- _Aim of the task_
Repeat the records in full, exactly.

- _Extracted records_

════════

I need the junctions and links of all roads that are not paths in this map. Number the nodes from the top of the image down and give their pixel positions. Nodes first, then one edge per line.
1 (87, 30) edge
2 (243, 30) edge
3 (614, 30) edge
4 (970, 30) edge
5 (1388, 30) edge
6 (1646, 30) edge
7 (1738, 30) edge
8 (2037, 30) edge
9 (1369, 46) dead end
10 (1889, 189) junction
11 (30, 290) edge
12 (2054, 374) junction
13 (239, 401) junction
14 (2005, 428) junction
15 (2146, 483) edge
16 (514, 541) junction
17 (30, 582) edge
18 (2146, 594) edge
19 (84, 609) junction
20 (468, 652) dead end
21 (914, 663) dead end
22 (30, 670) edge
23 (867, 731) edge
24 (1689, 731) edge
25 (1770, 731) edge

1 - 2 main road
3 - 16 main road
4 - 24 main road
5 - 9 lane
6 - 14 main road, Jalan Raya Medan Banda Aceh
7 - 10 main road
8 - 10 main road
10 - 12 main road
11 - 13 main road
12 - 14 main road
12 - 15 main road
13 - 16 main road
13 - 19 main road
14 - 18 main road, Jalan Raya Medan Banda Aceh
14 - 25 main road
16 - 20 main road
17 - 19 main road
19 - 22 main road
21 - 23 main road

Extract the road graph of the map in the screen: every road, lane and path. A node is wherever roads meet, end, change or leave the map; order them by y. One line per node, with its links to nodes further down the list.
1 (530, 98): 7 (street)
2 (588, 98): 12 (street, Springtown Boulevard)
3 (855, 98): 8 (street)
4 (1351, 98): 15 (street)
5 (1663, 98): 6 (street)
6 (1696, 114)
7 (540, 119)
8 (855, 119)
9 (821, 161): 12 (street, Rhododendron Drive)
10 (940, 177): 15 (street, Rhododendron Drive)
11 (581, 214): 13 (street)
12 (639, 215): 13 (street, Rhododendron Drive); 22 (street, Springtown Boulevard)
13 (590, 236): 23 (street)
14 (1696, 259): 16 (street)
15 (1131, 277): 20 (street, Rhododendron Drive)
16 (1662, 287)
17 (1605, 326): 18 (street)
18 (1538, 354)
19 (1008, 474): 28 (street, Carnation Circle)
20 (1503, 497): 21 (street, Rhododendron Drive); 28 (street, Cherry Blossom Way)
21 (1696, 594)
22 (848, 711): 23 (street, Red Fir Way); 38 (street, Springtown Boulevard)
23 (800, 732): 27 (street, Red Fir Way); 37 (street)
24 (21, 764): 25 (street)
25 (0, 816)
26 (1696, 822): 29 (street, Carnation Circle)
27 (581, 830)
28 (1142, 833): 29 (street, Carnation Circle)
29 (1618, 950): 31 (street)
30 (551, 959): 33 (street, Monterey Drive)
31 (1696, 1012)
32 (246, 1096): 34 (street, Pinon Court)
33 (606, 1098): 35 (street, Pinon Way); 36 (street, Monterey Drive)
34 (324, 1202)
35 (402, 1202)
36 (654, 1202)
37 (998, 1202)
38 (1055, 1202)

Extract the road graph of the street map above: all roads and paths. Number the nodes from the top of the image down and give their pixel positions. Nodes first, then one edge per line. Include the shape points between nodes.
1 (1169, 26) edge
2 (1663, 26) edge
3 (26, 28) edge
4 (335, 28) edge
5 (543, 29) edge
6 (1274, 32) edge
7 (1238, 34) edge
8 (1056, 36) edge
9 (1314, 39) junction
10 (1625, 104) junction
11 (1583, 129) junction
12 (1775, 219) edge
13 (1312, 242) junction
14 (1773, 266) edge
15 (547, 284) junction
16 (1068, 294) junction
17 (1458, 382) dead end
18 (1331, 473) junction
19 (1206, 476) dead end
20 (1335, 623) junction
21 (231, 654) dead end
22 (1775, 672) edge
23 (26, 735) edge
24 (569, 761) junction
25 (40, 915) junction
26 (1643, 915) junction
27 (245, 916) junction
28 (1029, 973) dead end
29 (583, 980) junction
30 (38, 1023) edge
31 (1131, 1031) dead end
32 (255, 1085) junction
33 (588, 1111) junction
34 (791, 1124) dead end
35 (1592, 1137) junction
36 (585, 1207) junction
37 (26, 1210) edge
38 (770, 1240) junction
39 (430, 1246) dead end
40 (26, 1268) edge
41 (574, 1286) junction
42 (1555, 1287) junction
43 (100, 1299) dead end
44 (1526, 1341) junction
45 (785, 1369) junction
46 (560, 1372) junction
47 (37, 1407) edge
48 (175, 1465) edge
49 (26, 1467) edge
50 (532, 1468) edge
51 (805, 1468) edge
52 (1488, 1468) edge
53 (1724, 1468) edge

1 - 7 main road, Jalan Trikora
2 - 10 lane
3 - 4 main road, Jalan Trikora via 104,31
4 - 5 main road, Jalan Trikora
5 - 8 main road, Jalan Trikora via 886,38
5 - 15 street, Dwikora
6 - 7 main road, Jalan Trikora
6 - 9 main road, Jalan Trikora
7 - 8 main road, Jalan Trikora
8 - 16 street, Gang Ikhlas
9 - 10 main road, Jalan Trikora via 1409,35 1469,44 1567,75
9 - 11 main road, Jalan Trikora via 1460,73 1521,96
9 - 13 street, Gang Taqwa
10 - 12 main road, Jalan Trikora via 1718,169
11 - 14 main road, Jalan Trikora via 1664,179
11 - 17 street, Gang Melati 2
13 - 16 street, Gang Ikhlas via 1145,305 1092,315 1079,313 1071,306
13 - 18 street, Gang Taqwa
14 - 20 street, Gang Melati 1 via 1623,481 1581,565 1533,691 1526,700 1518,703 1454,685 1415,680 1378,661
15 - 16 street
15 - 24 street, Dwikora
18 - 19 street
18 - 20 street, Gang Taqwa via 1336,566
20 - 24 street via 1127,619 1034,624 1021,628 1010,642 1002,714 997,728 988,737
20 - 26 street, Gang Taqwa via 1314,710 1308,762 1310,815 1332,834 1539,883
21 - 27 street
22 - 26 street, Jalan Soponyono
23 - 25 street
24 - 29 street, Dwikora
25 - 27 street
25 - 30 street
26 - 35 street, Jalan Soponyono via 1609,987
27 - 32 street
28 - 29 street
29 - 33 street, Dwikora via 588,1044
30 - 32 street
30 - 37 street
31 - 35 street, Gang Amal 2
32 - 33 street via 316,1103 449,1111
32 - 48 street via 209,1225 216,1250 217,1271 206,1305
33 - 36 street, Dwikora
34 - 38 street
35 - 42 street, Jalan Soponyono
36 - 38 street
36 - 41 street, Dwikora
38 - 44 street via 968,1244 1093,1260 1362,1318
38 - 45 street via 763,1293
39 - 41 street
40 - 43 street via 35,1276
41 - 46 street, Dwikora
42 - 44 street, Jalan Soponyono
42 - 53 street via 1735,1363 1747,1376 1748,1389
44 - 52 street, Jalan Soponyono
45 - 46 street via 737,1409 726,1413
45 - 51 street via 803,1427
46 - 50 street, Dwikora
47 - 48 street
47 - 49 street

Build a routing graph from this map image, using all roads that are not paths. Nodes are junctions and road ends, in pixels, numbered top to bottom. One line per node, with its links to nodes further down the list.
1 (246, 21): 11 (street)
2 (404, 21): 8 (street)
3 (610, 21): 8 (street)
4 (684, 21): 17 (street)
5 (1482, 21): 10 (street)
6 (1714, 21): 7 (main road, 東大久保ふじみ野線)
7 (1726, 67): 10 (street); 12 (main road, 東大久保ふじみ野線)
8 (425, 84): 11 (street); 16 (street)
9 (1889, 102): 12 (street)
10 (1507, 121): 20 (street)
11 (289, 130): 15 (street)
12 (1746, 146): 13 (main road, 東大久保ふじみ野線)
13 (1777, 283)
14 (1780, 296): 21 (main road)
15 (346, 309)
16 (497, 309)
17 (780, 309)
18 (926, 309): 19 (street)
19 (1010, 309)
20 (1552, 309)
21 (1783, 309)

════════

- _Problem solution_
I need the junctions and links of all roads that are not paths in this map. Number the nodes from the top of the image down and give their pixel positions. Nodes first, then one edge per line.
1 (87, 30) edge
2 (243, 30) edge
3 (614, 30) edge
4 (970, 30) edge
5 (1388, 30) edge
6 (1646, 30) edge
7 (1738, 30) edge
8 (2037, 30) edge
9 (1369, 46) dead end
10 (1889, 189) junction
11 (30, 290) edge
12 (2054, 374) junction
13 (239, 401) junction
14 (2005, 428) junction
15 (2146, 483) edge
16 (514, 541) junction
17 (30, 582) edge
18 (2146, 594) edge
19 (84, 609) junction
20 (468, 652) dead end
21 (914, 663) dead end
22 (30, 670) edge
23 (867, 731) edge
24 (1689, 731) edge
25 (1770, 731) edge

1 - 2 main road
3 - 16 main road
4 - 24 main road
5 - 9 lane
6 - 14 main road, Jalan Raya Medan Banda Aceh
7 - 10 main road
8 - 10 main road
10 - 12 main road
11 - 13 main road
12 - 14 main road
12 - 15 main road
13 - 16 main road
13 - 19 main road
14 - 18 main road, Jalan Raya Medan Banda Aceh
14 - 25 main road
16 - 20 main road
17 - 19 main road
19 - 22 main road
21 - 23 main road

Extract the road graph of the map in the screen: every road, lane and path. A node is wherever roads meet, end, change or leave the map; order them by y. One line per node, with its links to nodes further down the list.
1 (530, 98): 7 (street)
2 (588, 98): 12 (street, Springtown Boulevard)
3 (855, 98): 8 (street)
4 (1351, 98): 15 (street)
5 (1663, 98): 6 (street)
6 (1696, 114)
7 (540, 119)
8 (855, 119)
9 (821, 161): 12 (street, Rhododendron Drive)
10 (940, 177): 15 (street, Rhododendron Drive)
11 (581, 214): 13 (street)
12 (639, 215): 13 (street, Rhododendron Drive); 22 (street, Springtown Boulevard)
13 (590, 236): 23 (street)
14 (1696, 259): 16 (street)
15 (1131, 277): 20 (street, Rhododendron Drive)
16 (1662, 287)
17 (1605, 326): 18 (street)
18 (1538, 354)
19 (1008, 474): 28 (street, Carnation Circle)
20 (1503, 497): 21 (street, Rhododendron Drive); 28 (street, Cherry Blossom Way)
21 (1696, 594)
22 (848, 711): 23 (street, Red Fir Way); 38 (street, Springtown Boulevard)
23 (800, 732): 27 (street, Red Fir Way); 37 (street)
24 (21, 764): 25 (street)
25 (0, 816)
26 (1696, 822): 29 (street, Carnation Circle)
27 (581, 830)
28 (1142, 833): 29 (street, Carnation Circle)
29 (1618, 950): 31 (street)
30 (551, 959): 33 (street, Monterey Drive)
31 (1696, 1012)
32 (246, 1096): 34 (street, Pinon Court)
33 (606, 1098): 35 (street, Pinon Way); 36 (street, Monterey Drive)
34 (324, 1202)
35 (402, 1202)
36 (654, 1202)
37 (998, 1202)
38 (1055, 1202)

Extract the road graph of the street map above: all roads and paths. Number the nodes from the top of the image down and give their pixel positions. Nodes first, then one edge per line. Include the shape points between nodes.
1 (1169, 26) edge
2 (1663, 26) edge
3 (26, 28) edge
4 (335, 28) edge
5 (543, 29) edge
6 (1274, 32) edge
7 (1238, 34) edge
8 (1056, 36) edge
9 (1314, 39) junction
10 (1625, 104) junction
11 (1583, 129) junction
12 (1775, 219) edge
13 (1312, 242) junction
14 (1773, 266) edge
15 (547, 284) junction
16 (1068, 294) junction
17 (1458, 382) dead end
18 (1331, 473) junction
19 (1206, 476) dead end
20 (1335, 623) junction
21 (231, 654) dead end
22 (1775, 672) edge
23 (26, 735) edge
24 (569, 761) junction
25 (40, 915) junction
26 (1643, 915) junction
27 (245, 916) junction
28 (1029, 973) dead end
29 (583, 980) junction
30 (38, 1023) edge
31 (1131, 1031) dead end
32 (255, 1085) junction
33 (588, 1111) junction
34 (791, 1124) dead end
35 (1592, 1137) junction
36 (585, 1207) junction
37 (26, 1210) edge
38 (770, 1240) junction
39 (430, 1246) dead end
40 (26, 1268) edge
41 (574, 1286) junction
42 (1555, 1287) junction
43 (100, 1299) dead end
44 (1526, 1341) junction
45 (785, 1369) junction
46 (560, 1372) junction
47 (37, 1407) edge
48 (175, 1465) edge
49 (26, 1467) edge
50 (532, 1468) edge
51 (805, 1468) edge
52 (1488, 1468) edge
53 (1724, 1468) edge

1 - 7 main road, Jalan Trikora
2 - 10 lane
3 - 4 main road, Jalan Trikora via 104,31
4 - 5 main road, Jalan Trikora
5 - 8 main road, Jalan Trikora via 886,38
5 - 15 street, Dwikora
6 - 7 main road, Jalan Trikora
6 - 9 main road, Jalan Trikora
7 - 8 main road, Jalan Trikora
8 - 16 street, Gang Ikhlas
9 - 10 main road, Jalan Trikora via 1409,35 1469,44 1567,75
9 - 11 main road, Jalan Trikora via 1460,73 1521,96
9 - 13 street, Gang Taqwa
10 - 12 main road, Jalan Trikora via 1718,169
11 - 14 main road, Jalan Trikora via 1664,179
11 - 17 street, Gang Melati 2
13 - 16 street, Gang Ikhlas via 1145,305 1092,315 1079,313 1071,306
13 - 18 street, Gang Taqwa
14 - 20 street, Gang Melati 1 via 1623,481 1581,565 1533,691 1526,700 1518,703 1454,685 1415,680 1378,661
15 - 16 street
15 - 24 street, Dwikora
18 - 19 street
18 - 20 street, Gang Taqwa via 1336,566
20 - 24 street via 1127,619 1034,624 1021,628 1010,642 1002,714 997,728 988,737
20 - 26 street, Gang Taqwa via 1314,710 1308,762 1310,815 1332,834 1539,883
21 - 27 street
22 - 26 street, Jalan Soponyono
23 - 25 street
24 - 29 street, Dwikora
25 - 27 street
25 - 30 street
26 - 35 street, Jalan Soponyono via 1609,987
27 - 32 street
28 - 29 street
29 - 33 street, Dwikora via 588,1044
30 - 32 street
30 - 37 street
31 - 35 street, Gang Amal 2
32 - 33 street via 316,1103 449,1111
32 - 48 street via 209,1225 216,1250 217,1271 206,1305
33 - 36 street, Dwikora
34 - 38 street
35 - 42 street, Jalan Soponyono
36 - 38 street
36 - 41 street, Dwikora
38 - 44 street via 968,1244 1093,1260 1362,1318
38 - 45 street via 763,1293
39 - 41 street
40 - 43 street via 35,1276
41 - 46 street, Dwikora
42 - 44 street, Jalan Soponyono
42 - 53 street via 1735,1363 1747,1376 1748,1389
44 - 52 street, Jalan Soponyono
45 - 46 street via 737,1409 726,1413
45 - 51 street via 803,1427
46 - 50 street, Dwikora
47 - 48 street
47 - 49 street

Build a routing graph from this map image, using all roads that are not paths. Nodes are junctions and road ends, in pixels, numbered top to bottom. One line per node, with its links to nodes further down the list.
1 (246, 21): 11 (street)
2 (404, 21): 8 (street)
3 (610, 21): 8 (street)
4 (684, 21): 17 (street)
5 (1482, 21): 10 (street)
6 (1714, 21): 7 (main road, 東大久保ふじみ野線)
7 (1726, 67): 10 (street); 12 (main road, 東大久保ふじみ野線)
8 (425, 84): 11 (street); 16 (street)
9 (1889, 102): 12 (street)
10 (1507, 121): 20 (street)
11 (289, 130): 15 (street)
12 (1746, 146): 13 (main road, 東大久保ふじみ野線)
13 (1777, 283)
14 (1780, 296): 21 (main road)
15 (346, 309)
16 (497, 309)
17 (780, 309)
18 (926, 309): 19 (street)
19 (1010, 309)
20 (1552, 309)
21 (1783, 309)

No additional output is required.